1. Open the Terminal and type:

sudo port install ncview

2. Verify the Installation:

  • To verify that ncview is installed, type:
ncview --version

This command will display the installed version of ncview

ncview is designed for Unix-like environments (Linux and macOS). However, the installation can be achieved by using Windows Subsystem for Linux (WSL):

1. Install Windows Subsystem for Linux (WSL):

  • Open PowerShell as Administrator and run:
wsl --install
  • This command installs WSL along with a default Linux distribution, such as Ubuntu.
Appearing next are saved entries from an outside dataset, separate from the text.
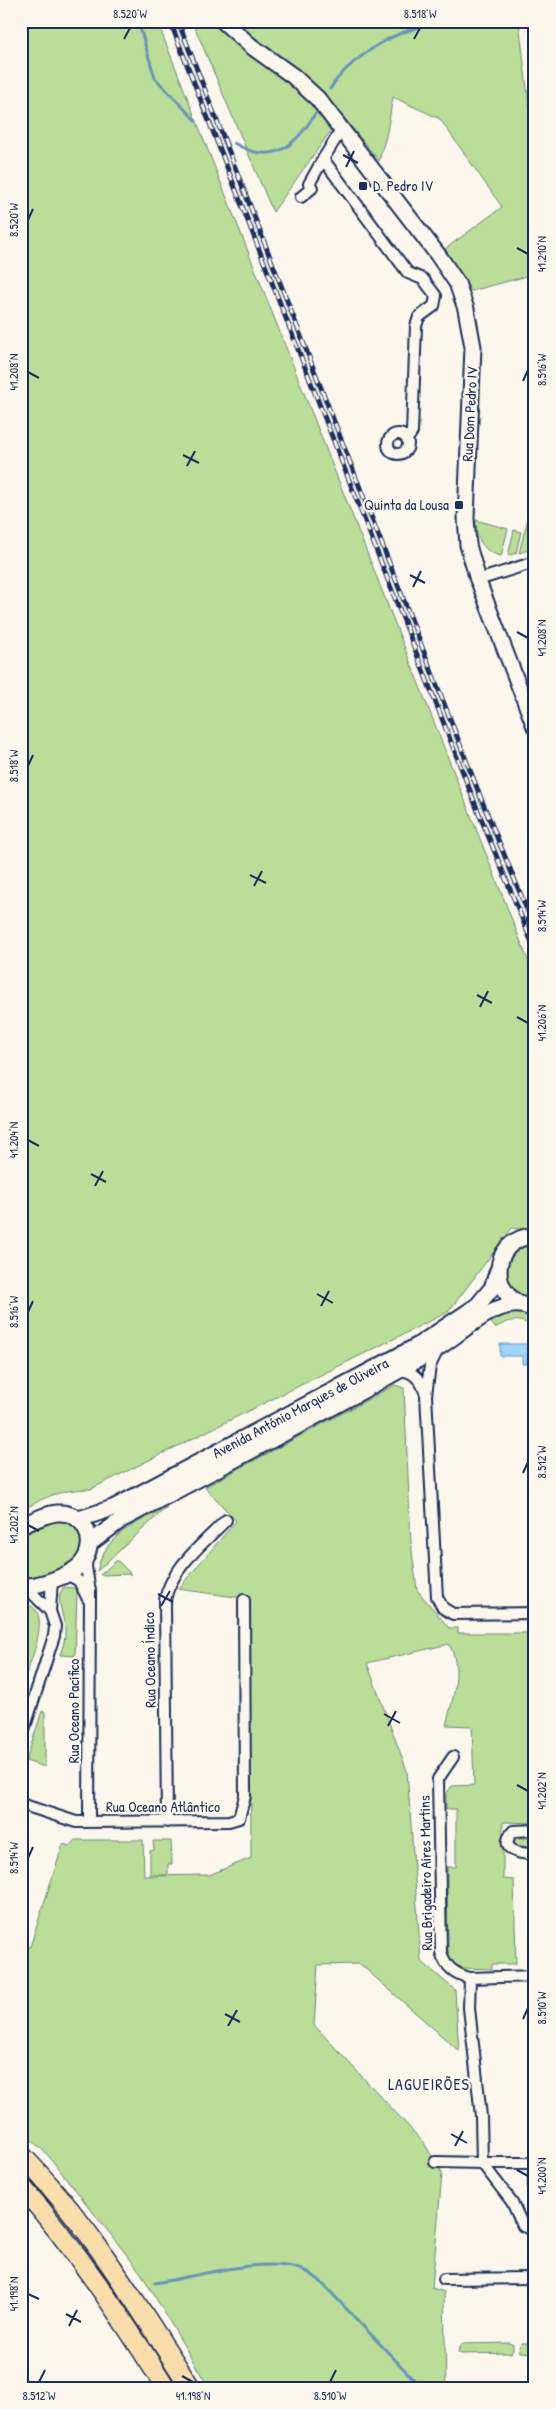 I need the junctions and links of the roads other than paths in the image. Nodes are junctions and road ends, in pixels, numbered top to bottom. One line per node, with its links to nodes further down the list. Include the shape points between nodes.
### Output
1 (224, 21): 2 (main road, Rua Dom Pedro IV, via 251,46 293,76)
2 (342, 128): 3 (street); 7 (main road, Rua Dom Pedro IV, via 438,255 457,283 466,309 473,347 466,518 468,545)
3 (322, 158): 4 (street, via 308,184 312,188); 5 (street, via 408,273 423,279 436,296 434,306 419,317 416,326 412,432)
4 (301, 197)
5 (407, 439)
6 (535, 562): 7 (street)
7 (478, 580): 8 (street, Rua Dom Pedro IV)
8 (535, 728)
9 (535, 1236): 10 (main road, Avenida António Marques de Oliveira, via 516,1240 507,1248)
10 (498, 1270): 11 (main road, via 505,1294); 13 (main road, Avenida António Marques de Oliveira, via 492,1288 477,1306)
11 (527, 1306): 12 (main road, via 510,1304 494,1310)
12 (438, 1348): 13 (main road); 14 (street, via 430,1366)
13 (411, 1362): 14 (street); 15 (main road, Avenida António Marques de Oliveira, via 113,1508); 18 (main road, Avenida António Marques de Oliveira, via 120,1520)
14 (426, 1395): 25 (street, via 437,1597 449,1612)
15 (79, 1519): 17 (main road, Avenida António Marques de Oliveira, via 58,1513); 18 (main road, via 88,1534)
16 (226, 1520): 30 (street, Rua Oceano Índico, via 175,1574 166,1593)
17 (21, 1526)
18 (88, 1550): 19 (main road, Avenida António Marques de Oliveira, via 80,1565); 22 (street, Rua Oceano Pacífico)
19 (67, 1574): 20 (main road, Avenida António Marques de Oliveira); 22 (street, via 79,1581)
20 (52, 1580): 21 (main road, Avenida António Marques de Oliveira); 24 (street)
21 (24, 1586): 24 (street)
22 (89, 1600): 29 (street, Rua Oceano Pacífico)
23 (244, 1600): 30 (street, Rua Oceano Atlântico, via 244,1805 239,1818 229,1821)
24 (50, 1611): 26 (street, via 55,1626 54,1636)
25 (535, 1613)
26 (21, 1739)
27 (453, 1758): 34 (street, Rua Brigadeiro Aires Martins, via 438,1779 441,1952 450,1969)
28 (21, 1804): 29 (street, Rua Oceano Atlântico, via 76,1822)
29 (89, 1822): 30 (street, Rua Oceano Atlântico)
30 (167, 1822)
31 (535, 1830): 32 (street, via 513,1831 508,1842 514,1852)
32 (535, 1854)
33 (535, 1976): 34 (street)
34 (470, 1978): 37 (street, via 469,2008 481,2116)
35 (21, 2156): 45 (highway, via 111,2266)
36 (435, 2162): 37 (street)
37 (482, 2163): 38 (street); 38 (street, via 512,2202 523,2226 528,2228 534,2224)
38 (534, 2164)
39 (21, 2186): 44 (highway, via 106,2294)
40 (535, 2278): 41 (street)
41 (444, 2279)
42 (21, 2386): 43 (street)
43 (42, 2388)
44 (166, 2388)
45 (191, 2388) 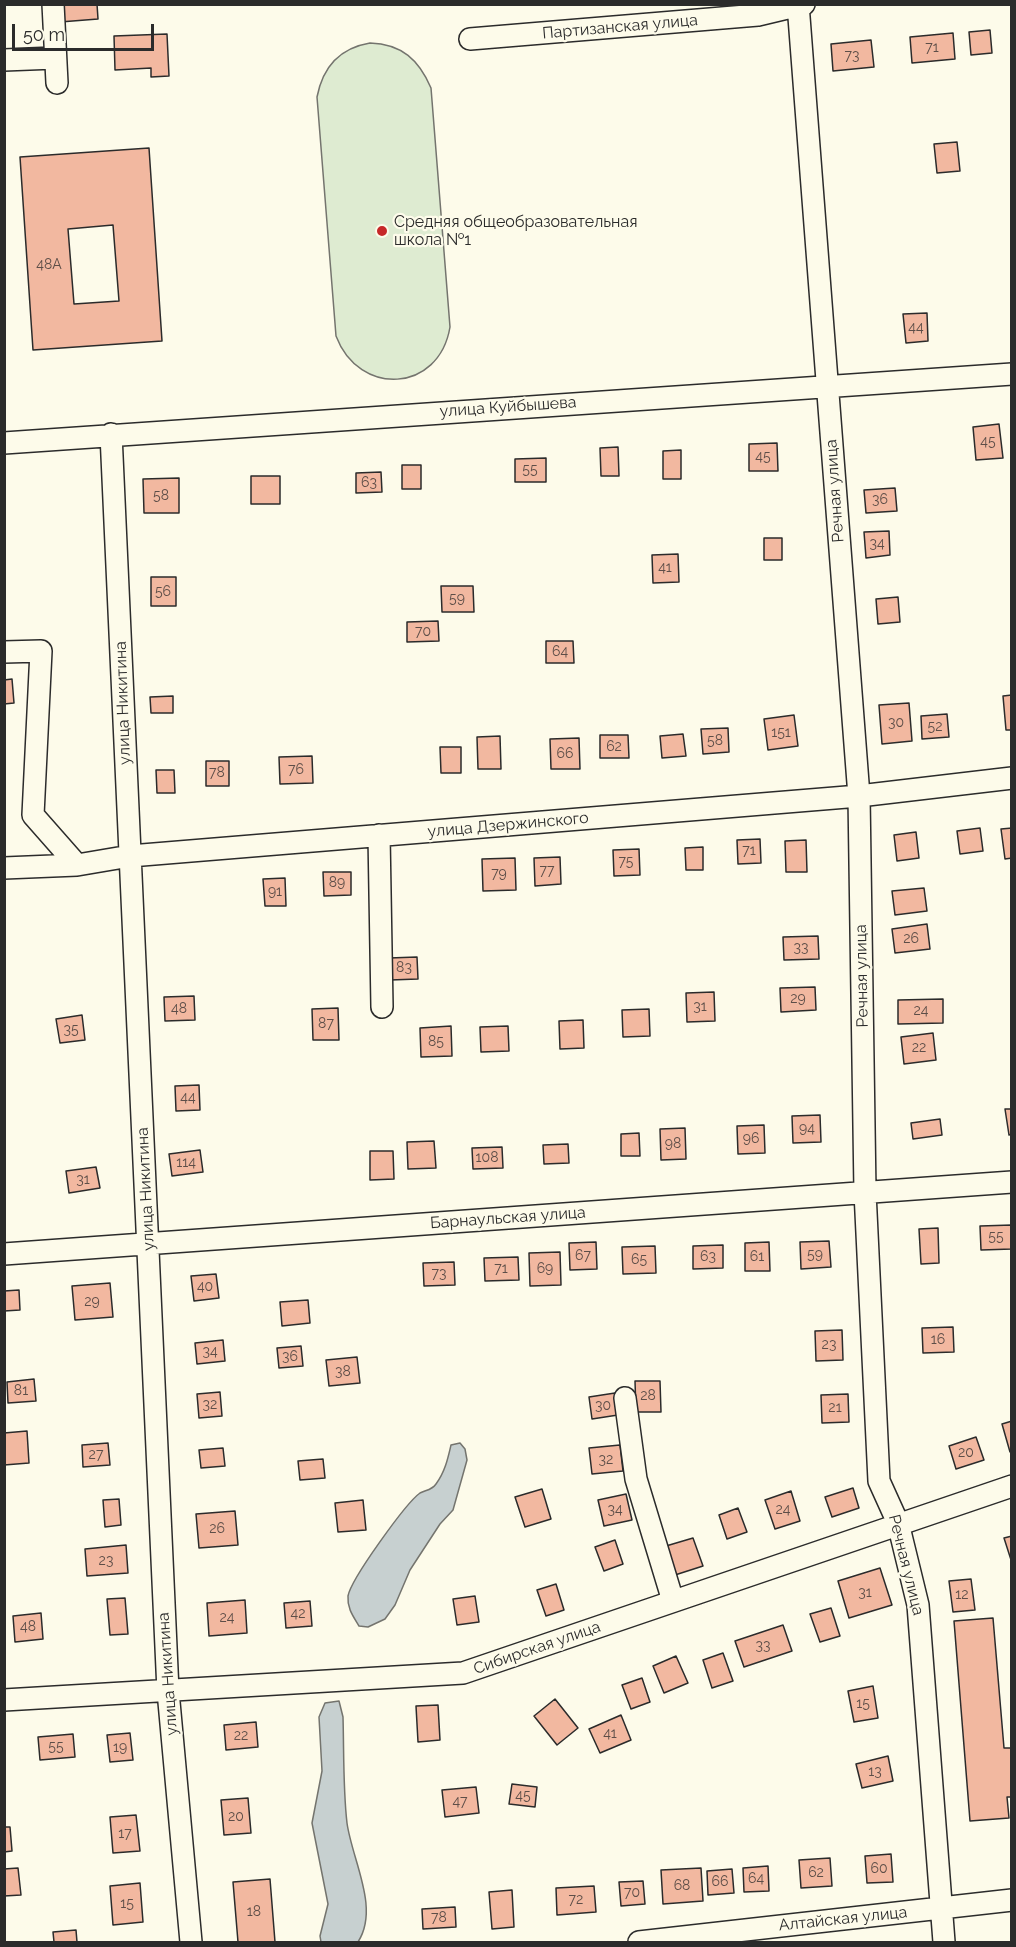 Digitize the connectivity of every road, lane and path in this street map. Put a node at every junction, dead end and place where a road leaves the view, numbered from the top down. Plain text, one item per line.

If you already have WSL, make sure it is set to version 2 by running:
wsl --set-default-version 2

2. Install Packages:

  • Open the Ubuntu terminal (or your chosen Linux distribution) and update your package list:
sudo apt update
  • Install the required dependencies for ncview:
sudo apt install ncview

3. Verify the Installation:

ncview
  • This should start ncview if the installation was successful

4. X server (VcXsrv) for ncview

export DISPLAY=$(grep nameserver /etc/resolv.conf | awk '{print $2}'):0.0

5.3 Working with CDO and ncview

For the purpose of this workshop and to demonstrate how to use CDO (Climate Data Operators) and ncview, I have included two netCDF files of dynamical fronts (i.e., FSLE - Finite Size Lyapunov Exponent) in the workshop repository you have already cloned. These files are located in the data_raw/2016 directory.

To work with CDO and ncview, you’ll need to use the terminal command line. Open the Ubuntu app in Windows or the Terminal on macOS.
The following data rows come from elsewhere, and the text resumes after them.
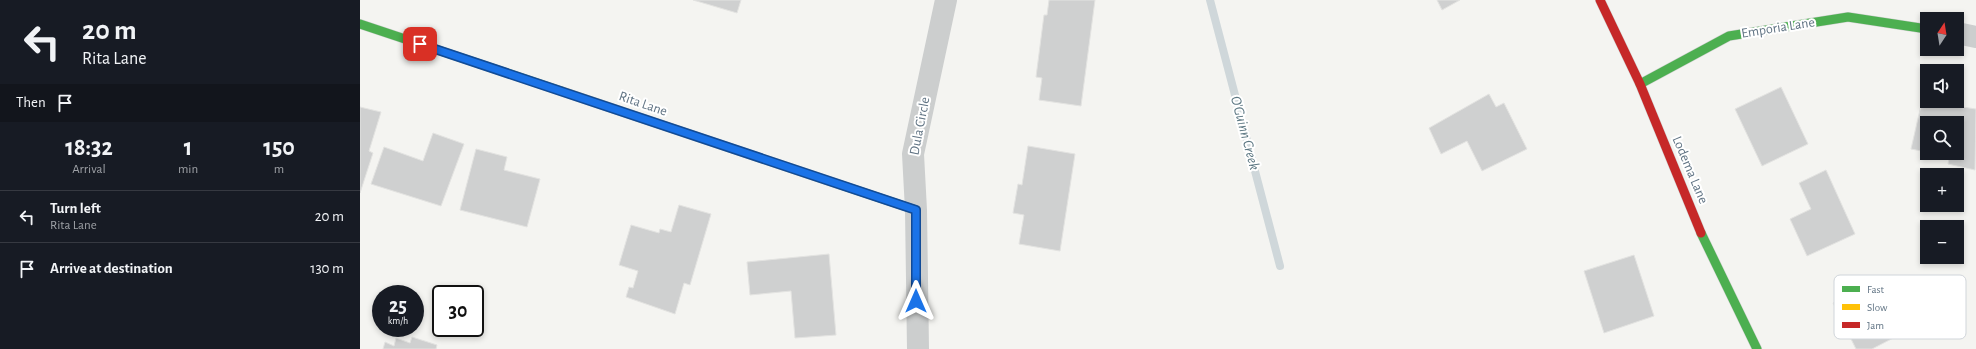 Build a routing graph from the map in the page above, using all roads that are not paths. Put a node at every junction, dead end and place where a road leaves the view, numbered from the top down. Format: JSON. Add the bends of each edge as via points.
{"nodes":[{"id":1,"x":946,"y":0,"type":"edge"},
{"id":2,"x":1600,"y":0,"type":"edge"},
{"id":3,"x":360,"y":24,"type":"edge"},
{"id":4,"x":1920,"y":28,"type":"edge"},
{"id":5,"x":1964,"y":34,"type":"edge"},
{"id":6,"x":1976,"y":37,"type":"edge"},
{"id":7,"x":1640,"y":84,"type":"junction"},
{"id":8,"x":916,"y":210,"type":"junction"},
{"id":9,"x":918,"y":349,"type":"edge"},
{"id":10,"x":1757,"y":349,"type":"edge"}],
"edges":[{"from":1,"to":8,"type":"street","name":"Dula Circle","via":[[913,154]]},
{"from":2,"to":7,"type":"street","name":"Lodema Lane"},
{"from":3,"to":8,"type":"street","name":"Rita Lane"},
{"from":4,"to":7,"type":"street","name":"Emporia Lane","via":[[1848,17],[1729,36]]},
{"from":5,"to":6,"type":"street"},
{"from":7,"to":10,"type":"street","name":"Lodema Lane","via":[[1706,244]]},
{"from":8,"to":9,"type":"street","name":"Dula Circle"}]}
CDO and ncview from the terminal command line

1.1 Data Directory

  • In your command line, type:
cd /Users/ibrito/Desktop/NACECC_workshop/data_raw/2016/

# Navigate to the directory where you have stored the workshop repository
# Note: The path below is specific to my local computer. Please replace it with your own directory path
  • This command sets NACECC_workshop as your primary working directory

1.2 Windows Users

  • If your workshop repository is located on the Desktop, the path should be within the /mnt/c/Users/YourUsername/Desktop/ directory
cd /mnt/c/Users/YourUsername/Desktop/NACECC_workshop/data_raw/2016/
# Replace YourUsername with your actual Windows username.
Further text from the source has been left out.